[Stored items]

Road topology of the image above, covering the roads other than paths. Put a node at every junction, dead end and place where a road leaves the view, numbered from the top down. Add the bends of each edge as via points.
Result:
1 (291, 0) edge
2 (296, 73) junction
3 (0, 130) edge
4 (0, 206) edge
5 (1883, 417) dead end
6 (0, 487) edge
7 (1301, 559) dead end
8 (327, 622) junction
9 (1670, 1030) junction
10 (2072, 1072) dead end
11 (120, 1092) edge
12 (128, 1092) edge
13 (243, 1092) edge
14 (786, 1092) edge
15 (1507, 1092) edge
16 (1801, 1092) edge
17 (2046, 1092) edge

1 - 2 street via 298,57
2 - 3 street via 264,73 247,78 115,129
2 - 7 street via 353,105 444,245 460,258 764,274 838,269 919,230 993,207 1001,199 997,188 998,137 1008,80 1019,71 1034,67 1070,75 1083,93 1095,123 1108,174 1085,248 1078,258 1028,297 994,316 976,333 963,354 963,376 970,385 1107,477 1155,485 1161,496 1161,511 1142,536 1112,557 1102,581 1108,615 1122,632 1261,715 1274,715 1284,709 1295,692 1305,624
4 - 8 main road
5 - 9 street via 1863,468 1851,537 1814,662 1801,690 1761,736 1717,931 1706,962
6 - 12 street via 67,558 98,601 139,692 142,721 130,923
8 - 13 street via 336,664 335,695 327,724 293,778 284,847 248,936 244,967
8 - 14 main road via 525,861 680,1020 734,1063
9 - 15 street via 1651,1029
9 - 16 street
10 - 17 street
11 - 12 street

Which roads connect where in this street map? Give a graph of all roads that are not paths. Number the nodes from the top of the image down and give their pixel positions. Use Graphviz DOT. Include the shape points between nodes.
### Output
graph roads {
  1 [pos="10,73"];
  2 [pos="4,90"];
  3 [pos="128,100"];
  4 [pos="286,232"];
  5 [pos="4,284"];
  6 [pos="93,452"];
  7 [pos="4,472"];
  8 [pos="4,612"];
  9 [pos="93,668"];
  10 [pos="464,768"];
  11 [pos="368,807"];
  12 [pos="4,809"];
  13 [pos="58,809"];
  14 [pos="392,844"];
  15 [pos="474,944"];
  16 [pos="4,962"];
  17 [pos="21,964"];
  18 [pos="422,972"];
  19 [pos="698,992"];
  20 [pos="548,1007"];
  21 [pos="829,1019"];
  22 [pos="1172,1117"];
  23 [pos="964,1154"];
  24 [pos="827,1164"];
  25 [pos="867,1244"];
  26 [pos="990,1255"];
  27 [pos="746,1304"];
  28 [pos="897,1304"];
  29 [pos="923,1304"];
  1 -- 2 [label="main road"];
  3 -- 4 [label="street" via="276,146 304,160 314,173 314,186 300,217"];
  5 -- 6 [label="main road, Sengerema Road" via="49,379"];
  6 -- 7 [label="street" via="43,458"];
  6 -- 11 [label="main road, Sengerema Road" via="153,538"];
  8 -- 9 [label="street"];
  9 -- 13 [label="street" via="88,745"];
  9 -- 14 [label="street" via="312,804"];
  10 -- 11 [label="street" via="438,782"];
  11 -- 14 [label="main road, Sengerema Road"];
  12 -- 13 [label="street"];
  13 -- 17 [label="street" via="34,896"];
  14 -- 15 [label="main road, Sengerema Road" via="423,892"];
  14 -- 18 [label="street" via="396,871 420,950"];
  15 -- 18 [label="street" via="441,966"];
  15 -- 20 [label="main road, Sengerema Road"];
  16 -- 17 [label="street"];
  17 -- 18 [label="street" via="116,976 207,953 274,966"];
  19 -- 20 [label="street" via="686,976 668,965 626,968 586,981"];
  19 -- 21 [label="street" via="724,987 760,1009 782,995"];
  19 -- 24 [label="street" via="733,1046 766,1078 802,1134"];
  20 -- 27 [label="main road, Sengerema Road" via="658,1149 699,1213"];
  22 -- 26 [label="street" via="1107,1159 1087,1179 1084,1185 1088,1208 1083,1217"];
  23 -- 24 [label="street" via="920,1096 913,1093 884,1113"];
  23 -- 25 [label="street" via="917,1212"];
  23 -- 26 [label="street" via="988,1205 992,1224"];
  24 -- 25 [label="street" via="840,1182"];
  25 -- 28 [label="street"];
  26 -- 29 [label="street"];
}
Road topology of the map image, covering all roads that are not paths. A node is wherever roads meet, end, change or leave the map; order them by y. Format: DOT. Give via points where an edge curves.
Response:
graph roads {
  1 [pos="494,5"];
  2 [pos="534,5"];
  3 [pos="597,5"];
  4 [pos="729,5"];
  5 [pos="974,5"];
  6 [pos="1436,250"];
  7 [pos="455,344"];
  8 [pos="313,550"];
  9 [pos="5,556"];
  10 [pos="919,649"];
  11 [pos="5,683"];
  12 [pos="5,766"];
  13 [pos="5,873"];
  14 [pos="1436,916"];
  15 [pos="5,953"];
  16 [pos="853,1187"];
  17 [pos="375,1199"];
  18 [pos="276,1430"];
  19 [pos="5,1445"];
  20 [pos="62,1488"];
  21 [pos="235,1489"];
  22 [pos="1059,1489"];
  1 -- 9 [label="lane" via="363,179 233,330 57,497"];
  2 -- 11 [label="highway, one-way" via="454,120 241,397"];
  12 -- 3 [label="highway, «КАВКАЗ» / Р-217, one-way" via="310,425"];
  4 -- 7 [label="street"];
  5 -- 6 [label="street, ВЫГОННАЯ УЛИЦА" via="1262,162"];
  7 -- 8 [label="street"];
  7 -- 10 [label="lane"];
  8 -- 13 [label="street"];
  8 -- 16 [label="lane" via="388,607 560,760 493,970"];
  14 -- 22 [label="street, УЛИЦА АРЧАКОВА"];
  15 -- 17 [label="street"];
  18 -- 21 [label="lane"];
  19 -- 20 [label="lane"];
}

:: Directions ::
Would you print all of the records exactly as they were given?

:: Answer to this task ::
Road topology of the image above, covering the roads other than paths. Put a node at every junction, dead end and place where a road leaves the view, numbered from the top down. Add the bends of each edge as via points.
Result:
1 (291, 0) edge
2 (296, 73) junction
3 (0, 130) edge
4 (0, 206) edge
5 (1883, 417) dead end
6 (0, 487) edge
7 (1301, 559) dead end
8 (327, 622) junction
9 (1670, 1030) junction
10 (2072, 1072) dead end
11 (120, 1092) edge
12 (128, 1092) edge
13 (243, 1092) edge
14 (786, 1092) edge
15 (1507, 1092) edge
16 (1801, 1092) edge
17 (2046, 1092) edge

1 - 2 street via 298,57
2 - 3 street via 264,73 247,78 115,129
2 - 7 street via 353,105 444,245 460,258 764,274 838,269 919,230 993,207 1001,199 997,188 998,137 1008,80 1019,71 1034,67 1070,75 1083,93 1095,123 1108,174 1085,248 1078,258 1028,297 994,316 976,333 963,354 963,376 970,385 1107,477 1155,485 1161,496 1161,511 1142,536 1112,557 1102,581 1108,615 1122,632 1261,715 1274,715 1284,709 1295,692 1305,624
4 - 8 main road
5 - 9 street via 1863,468 1851,537 1814,662 1801,690 1761,736 1717,931 1706,962
6 - 12 street via 67,558 98,601 139,692 142,721 130,923
8 - 13 street via 336,664 335,695 327,724 293,778 284,847 248,936 244,967
8 - 14 main road via 525,861 680,1020 734,1063
9 - 15 street via 1651,1029
9 - 16 street
10 - 17 street
11 - 12 street

Which roads connect where in this street map? Give a graph of all roads that are not paths. Number the nodes from the top of the image down and give their pixel positions. Use Graphviz DOT. Include the shape points between nodes.
### Output
graph roads {
  1 [pos="10,73"];
  2 [pos="4,90"];
  3 [pos="128,100"];
  4 [pos="286,232"];
  5 [pos="4,284"];
  6 [pos="93,452"];
  7 [pos="4,472"];
  8 [pos="4,612"];
  9 [pos="93,668"];
  10 [pos="464,768"];
  11 [pos="368,807"];
  12 [pos="4,809"];
  13 [pos="58,809"];
  14 [pos="392,844"];
  15 [pos="474,944"];
  16 [pos="4,962"];
  17 [pos="21,964"];
  18 [pos="422,972"];
  19 [pos="698,992"];
  20 [pos="548,1007"];
  21 [pos="829,1019"];
  22 [pos="1172,1117"];
  23 [pos="964,1154"];
  24 [pos="827,1164"];
  25 [pos="867,1244"];
  26 [pos="990,1255"];
  27 [pos="746,1304"];
  28 [pos="897,1304"];
  29 [pos="923,1304"];
  1 -- 2 [label="main road"];
  3 -- 4 [label="street" via="276,146 304,160 314,173 314,186 300,217"];
  5 -- 6 [label="main road, Sengerema Road" via="49,379"];
  6 -- 7 [label="street" via="43,458"];
  6 -- 11 [label="main road, Sengerema Road" via="153,538"];
  8 -- 9 [label="street"];
  9 -- 13 [label="street" via="88,745"];
  9 -- 14 [label="street" via="312,804"];
  10 -- 11 [label="street" via="438,782"];
  11 -- 14 [label="main road, Sengerema Road"];
  12 -- 13 [label="street"];
  13 -- 17 [label="street" via="34,896"];
  14 -- 15 [label="main road, Sengerema Road" via="423,892"];
  14 -- 18 [label="street" via="396,871 420,950"];
  15 -- 18 [label="street" via="441,966"];
  15 -- 20 [label="main road, Sengerema Road"];
  16 -- 17 [label="street"];
  17 -- 18 [label="street" via="116,976 207,953 274,966"];
  19 -- 20 [label="street" via="686,976 668,965 626,968 586,981"];
  19 -- 21 [label="street" via="724,987 760,1009 782,995"];
  19 -- 24 [label="street" via="733,1046 766,1078 802,1134"];
  20 -- 27 [label="main road, Sengerema Road" via="658,1149 699,1213"];
  22 -- 26 [label="street" via="1107,1159 1087,1179 1084,1185 1088,1208 1083,1217"];
  23 -- 24 [label="street" via="920,1096 913,1093 884,1113"];
  23 -- 25 [label="street" via="917,1212"];
  23 -- 26 [label="street" via="988,1205 992,1224"];
  24 -- 25 [label="street" via="840,1182"];
  25 -- 28 [label="street"];
  26 -- 29 [label="street"];
}
Road topology of the map image, covering all roads that are not paths. A node is wherever roads meet, end, change or leave the map; order them by y. Format: DOT. Give via points where an edge curves.
Response:
graph roads {
  1 [pos="494,5"];
  2 [pos="534,5"];
  3 [pos="597,5"];
  4 [pos="729,5"];
  5 [pos="974,5"];
  6 [pos="1436,250"];
  7 [pos="455,344"];
  8 [pos="313,550"];
  9 [pos="5,556"];
  10 [pos="919,649"];
  11 [pos="5,683"];
  12 [pos="5,766"];
  13 [pos="5,873"];
  14 [pos="1436,916"];
  15 [pos="5,953"];
  16 [pos="853,1187"];
  17 [pos="375,1199"];
  18 [pos="276,1430"];
  19 [pos="5,1445"];
  20 [pos="62,1488"];
  21 [pos="235,1489"];
  22 [pos="1059,1489"];
  1 -- 9 [label="lane" via="363,179 233,330 57,497"];
  2 -- 11 [label="highway, one-way" via="454,120 241,397"];
  12 -- 3 [label="highway, «КАВКАЗ» / Р-217, one-way" via="310,425"];
  4 -- 7 [label="street"];
  5 -- 6 [label="street, ВЫГОННАЯ УЛИЦА" via="1262,162"];
  7 -- 8 [label="street"];
  7 -- 10 [label="lane"];
  8 -- 13 [label="street"];
  8 -- 16 [label="lane" via="388,607 560,760 493,970"];
  14 -- 22 [label="street, УЛИЦА АРЧАКОВА"];
  15 -- 17 [label="street"];
  18 -- 21 [label="lane"];
  19 -- 20 [label="lane"];
}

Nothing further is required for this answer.